Which is the least number which is a perfect square and is divisible by each of 16 20 and 24?
Table of Contents
- 1 Which is the least number which is a perfect square and is divisible by each of 16 20 and 24?
- 2 What is the least number which is a perfect square and exactly divisible by 10 12 and 15?
- 3 What is the least square divisible by 8 15 and 24?
- 4 How to find least perfect square divisible by 3 4 5 6?
- 5 What is the least number which is a perfect square?
- 6 What is the least square number that is exactly divisible by 120?
Which is the least number which is a perfect square and is divisible by each of 16 20 and 24?
3600
∴ The least number which is a perfect square and is divisible by each of the numbers 16, 20 and 24 is 3600.
What is the least number which is a perfect square and exactly divisible by 10 12 and 15?
L.C.M. of 10 12 15 18 = 180. Now 180 = 2 * 2 * 3 * 3 *5 = 22 * 32 * 5. To make it a perfect square it must be multiplied by 5. Required number = 22 * 32 * 52 = 900.
What is the least square divisible by 8 15 and 24?
Here, prime factors 2, 3 and 5 have no pair. Therefore 120 must be multiplied by 2 x 3 x 5 to make it a perfect square. Hence, the smallest square number which is divisible by 8, 15 and 20 is 3600.

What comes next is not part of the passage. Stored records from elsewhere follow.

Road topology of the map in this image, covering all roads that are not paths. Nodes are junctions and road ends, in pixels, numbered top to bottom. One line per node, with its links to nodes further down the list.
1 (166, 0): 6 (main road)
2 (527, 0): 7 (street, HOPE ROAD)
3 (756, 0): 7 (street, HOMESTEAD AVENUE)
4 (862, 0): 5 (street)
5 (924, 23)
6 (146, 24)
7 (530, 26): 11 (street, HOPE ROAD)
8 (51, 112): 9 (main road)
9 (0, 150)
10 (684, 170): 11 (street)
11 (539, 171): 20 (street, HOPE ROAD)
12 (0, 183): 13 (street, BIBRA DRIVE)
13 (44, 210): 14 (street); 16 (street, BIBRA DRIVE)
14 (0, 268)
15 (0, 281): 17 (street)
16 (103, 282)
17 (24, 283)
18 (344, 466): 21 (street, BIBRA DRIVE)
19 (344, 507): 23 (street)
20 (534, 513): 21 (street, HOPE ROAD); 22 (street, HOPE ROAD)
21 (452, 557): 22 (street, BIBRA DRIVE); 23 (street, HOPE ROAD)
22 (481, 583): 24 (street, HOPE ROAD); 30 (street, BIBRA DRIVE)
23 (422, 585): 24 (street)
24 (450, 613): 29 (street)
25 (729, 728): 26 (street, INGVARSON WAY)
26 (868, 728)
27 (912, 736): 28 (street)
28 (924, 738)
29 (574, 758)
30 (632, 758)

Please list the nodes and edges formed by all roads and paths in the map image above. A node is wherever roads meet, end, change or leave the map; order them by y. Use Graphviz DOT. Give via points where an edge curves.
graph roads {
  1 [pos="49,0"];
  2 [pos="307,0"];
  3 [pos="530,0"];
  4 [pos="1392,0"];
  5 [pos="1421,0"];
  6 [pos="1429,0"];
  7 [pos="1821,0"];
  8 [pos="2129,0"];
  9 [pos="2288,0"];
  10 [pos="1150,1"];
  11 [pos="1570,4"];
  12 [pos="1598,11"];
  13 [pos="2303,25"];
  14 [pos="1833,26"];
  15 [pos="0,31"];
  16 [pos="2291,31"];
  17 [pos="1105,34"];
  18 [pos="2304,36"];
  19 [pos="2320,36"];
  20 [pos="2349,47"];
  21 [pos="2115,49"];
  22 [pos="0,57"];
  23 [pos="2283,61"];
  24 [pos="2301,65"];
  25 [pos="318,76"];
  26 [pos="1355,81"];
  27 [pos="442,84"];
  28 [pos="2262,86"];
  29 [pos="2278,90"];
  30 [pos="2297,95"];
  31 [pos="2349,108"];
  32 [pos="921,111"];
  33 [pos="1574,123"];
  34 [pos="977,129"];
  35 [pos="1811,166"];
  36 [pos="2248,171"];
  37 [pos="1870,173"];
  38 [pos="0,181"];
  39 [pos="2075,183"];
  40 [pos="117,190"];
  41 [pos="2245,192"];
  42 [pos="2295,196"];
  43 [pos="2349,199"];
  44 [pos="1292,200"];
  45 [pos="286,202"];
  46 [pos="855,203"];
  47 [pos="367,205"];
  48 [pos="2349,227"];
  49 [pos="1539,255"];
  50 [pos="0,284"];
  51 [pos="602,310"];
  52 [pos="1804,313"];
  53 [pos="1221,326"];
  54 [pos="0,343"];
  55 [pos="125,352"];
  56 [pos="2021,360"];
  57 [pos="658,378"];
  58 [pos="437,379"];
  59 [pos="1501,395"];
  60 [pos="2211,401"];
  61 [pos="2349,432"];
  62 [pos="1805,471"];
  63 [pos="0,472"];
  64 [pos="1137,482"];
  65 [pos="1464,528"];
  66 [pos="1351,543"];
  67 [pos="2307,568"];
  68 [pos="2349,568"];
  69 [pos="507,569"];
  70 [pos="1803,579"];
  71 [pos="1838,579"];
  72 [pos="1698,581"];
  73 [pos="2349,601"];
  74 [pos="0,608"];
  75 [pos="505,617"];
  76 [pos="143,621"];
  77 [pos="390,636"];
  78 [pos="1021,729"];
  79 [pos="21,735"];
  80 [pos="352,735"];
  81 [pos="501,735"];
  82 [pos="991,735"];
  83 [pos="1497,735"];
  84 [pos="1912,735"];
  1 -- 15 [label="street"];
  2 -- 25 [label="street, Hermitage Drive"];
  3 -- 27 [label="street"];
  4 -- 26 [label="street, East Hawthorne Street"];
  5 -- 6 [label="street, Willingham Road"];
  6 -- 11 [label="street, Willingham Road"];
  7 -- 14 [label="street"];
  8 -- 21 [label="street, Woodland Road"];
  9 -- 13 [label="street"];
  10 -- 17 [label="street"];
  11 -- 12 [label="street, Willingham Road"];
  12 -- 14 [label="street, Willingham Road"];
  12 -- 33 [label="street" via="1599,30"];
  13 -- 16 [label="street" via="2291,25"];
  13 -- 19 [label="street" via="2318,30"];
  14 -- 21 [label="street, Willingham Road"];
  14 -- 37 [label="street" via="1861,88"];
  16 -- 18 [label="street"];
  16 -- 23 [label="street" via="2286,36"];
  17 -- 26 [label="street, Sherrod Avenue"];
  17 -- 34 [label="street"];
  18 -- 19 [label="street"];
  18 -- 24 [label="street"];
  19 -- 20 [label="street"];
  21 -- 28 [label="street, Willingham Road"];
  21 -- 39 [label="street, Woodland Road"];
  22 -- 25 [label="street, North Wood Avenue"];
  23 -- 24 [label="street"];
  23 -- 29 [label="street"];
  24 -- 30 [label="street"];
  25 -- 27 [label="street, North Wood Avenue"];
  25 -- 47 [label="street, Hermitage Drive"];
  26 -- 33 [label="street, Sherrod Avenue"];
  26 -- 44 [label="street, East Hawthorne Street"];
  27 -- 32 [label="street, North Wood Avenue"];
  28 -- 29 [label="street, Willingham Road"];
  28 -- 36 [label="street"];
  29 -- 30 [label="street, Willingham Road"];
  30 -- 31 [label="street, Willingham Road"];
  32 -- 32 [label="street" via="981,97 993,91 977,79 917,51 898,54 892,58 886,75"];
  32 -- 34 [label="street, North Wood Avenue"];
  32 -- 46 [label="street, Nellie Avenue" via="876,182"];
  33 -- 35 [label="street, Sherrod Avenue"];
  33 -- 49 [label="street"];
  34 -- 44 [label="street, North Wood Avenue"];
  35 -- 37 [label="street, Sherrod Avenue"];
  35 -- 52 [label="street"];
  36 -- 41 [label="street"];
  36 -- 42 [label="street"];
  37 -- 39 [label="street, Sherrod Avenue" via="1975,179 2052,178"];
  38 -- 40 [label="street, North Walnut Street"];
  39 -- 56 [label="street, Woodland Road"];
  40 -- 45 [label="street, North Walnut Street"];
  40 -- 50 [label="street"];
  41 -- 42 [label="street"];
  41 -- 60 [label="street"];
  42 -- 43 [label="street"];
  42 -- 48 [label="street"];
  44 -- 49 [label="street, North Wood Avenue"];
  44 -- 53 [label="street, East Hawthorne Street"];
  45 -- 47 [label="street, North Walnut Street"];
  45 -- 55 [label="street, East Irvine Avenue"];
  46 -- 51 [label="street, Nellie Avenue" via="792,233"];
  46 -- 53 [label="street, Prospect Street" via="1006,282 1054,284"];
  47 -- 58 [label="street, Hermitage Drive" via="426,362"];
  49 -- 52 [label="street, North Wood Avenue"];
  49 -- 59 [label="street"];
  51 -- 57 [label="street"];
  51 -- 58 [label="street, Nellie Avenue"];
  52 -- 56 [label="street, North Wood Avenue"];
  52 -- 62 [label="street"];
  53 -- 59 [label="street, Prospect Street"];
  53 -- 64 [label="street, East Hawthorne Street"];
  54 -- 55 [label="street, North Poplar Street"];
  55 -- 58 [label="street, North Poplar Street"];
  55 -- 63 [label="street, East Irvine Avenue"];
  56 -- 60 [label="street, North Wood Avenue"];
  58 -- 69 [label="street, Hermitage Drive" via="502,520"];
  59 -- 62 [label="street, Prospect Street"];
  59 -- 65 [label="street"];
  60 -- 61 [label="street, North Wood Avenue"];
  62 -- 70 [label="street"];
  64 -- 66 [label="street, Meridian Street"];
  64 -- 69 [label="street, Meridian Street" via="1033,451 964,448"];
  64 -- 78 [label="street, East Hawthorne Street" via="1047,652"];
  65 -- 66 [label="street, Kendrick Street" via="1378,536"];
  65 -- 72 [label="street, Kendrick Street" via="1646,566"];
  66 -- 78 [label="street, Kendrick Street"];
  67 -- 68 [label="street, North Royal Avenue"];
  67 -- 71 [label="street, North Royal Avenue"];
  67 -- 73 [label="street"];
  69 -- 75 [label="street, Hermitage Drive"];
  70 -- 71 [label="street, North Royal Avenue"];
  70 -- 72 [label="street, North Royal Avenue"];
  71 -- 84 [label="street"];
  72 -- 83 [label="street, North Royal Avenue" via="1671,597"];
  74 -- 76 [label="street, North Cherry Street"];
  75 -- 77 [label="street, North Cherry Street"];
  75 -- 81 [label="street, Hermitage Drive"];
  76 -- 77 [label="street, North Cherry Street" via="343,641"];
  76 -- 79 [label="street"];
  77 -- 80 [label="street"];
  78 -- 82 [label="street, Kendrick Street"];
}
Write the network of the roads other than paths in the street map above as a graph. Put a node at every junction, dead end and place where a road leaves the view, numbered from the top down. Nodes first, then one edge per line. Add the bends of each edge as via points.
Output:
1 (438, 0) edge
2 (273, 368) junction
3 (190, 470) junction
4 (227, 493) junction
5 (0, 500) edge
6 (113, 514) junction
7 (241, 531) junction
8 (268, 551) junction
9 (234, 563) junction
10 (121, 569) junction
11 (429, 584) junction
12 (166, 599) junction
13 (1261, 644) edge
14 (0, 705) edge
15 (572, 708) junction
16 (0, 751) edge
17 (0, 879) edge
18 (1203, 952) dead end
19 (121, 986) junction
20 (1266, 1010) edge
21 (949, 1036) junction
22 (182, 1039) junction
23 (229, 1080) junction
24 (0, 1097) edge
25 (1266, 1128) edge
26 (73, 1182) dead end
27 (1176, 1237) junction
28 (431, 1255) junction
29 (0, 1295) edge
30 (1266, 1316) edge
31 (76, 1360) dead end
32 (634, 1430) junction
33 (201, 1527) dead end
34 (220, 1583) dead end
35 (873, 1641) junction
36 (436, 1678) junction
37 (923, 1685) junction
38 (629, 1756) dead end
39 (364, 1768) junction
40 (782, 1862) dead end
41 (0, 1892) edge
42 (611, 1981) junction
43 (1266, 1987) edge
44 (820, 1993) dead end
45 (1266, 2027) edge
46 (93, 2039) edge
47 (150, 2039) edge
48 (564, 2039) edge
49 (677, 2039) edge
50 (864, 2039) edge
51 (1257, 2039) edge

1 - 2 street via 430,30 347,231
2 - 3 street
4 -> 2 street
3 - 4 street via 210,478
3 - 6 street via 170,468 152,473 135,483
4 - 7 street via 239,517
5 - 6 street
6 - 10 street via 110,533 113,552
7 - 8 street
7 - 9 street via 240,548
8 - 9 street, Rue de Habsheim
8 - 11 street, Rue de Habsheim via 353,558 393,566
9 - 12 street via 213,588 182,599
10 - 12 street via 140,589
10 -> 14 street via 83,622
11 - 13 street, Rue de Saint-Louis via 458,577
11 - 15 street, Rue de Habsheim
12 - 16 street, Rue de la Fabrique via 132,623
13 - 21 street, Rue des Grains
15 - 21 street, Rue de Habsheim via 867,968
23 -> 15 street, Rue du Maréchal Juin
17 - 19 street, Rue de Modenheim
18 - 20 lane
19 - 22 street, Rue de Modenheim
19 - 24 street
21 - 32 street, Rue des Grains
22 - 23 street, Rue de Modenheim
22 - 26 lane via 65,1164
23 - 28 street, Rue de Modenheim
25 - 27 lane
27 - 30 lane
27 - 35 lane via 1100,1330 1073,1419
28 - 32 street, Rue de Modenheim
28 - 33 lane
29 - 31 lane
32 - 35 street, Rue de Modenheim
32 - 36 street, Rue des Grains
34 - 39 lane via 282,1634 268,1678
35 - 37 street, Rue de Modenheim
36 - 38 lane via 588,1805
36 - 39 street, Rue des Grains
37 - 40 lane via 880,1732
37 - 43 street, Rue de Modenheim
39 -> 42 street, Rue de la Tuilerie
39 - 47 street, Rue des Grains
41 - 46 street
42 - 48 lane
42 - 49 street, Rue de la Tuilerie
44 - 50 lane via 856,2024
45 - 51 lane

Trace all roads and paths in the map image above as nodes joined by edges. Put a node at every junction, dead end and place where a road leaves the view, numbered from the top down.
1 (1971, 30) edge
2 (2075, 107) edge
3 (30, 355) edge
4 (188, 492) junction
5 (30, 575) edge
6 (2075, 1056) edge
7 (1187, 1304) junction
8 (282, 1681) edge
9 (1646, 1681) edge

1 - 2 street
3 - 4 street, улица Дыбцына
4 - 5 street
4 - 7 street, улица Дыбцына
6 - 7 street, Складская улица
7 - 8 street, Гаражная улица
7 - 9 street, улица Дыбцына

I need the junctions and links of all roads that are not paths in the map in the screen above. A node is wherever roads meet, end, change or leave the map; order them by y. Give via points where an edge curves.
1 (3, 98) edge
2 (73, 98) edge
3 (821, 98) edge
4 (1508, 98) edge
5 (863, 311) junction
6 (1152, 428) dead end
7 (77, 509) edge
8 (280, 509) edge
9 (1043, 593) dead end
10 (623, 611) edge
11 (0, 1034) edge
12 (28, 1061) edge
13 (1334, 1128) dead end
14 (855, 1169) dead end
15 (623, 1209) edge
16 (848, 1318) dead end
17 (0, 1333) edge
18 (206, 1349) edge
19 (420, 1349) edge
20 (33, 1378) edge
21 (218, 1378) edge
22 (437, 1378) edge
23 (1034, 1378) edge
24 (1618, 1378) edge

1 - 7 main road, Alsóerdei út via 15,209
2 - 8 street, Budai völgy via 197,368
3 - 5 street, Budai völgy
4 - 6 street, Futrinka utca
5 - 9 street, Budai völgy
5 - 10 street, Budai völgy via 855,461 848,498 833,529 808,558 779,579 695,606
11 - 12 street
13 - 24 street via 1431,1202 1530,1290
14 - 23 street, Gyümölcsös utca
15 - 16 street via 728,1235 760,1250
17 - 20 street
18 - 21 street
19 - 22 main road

What is the lowest perfect square?
List of perfect Squares?
| Perfect Square | Factors |
|---|---|
| 1 | 1 * 1 |
| 4 | 2 * 2 |
| 9 | 3 * 3 |
| 16 | 4 * 4 |
What is the least square number?
Given: Numbers = 6, 9, 15 and 20. To do: To find the least square number which is exactly divisible by each of these numbers 6, 9, 15, and 20. Thus, the least square number which is exactly divisible by 6, 9, 15 and 20 is 900.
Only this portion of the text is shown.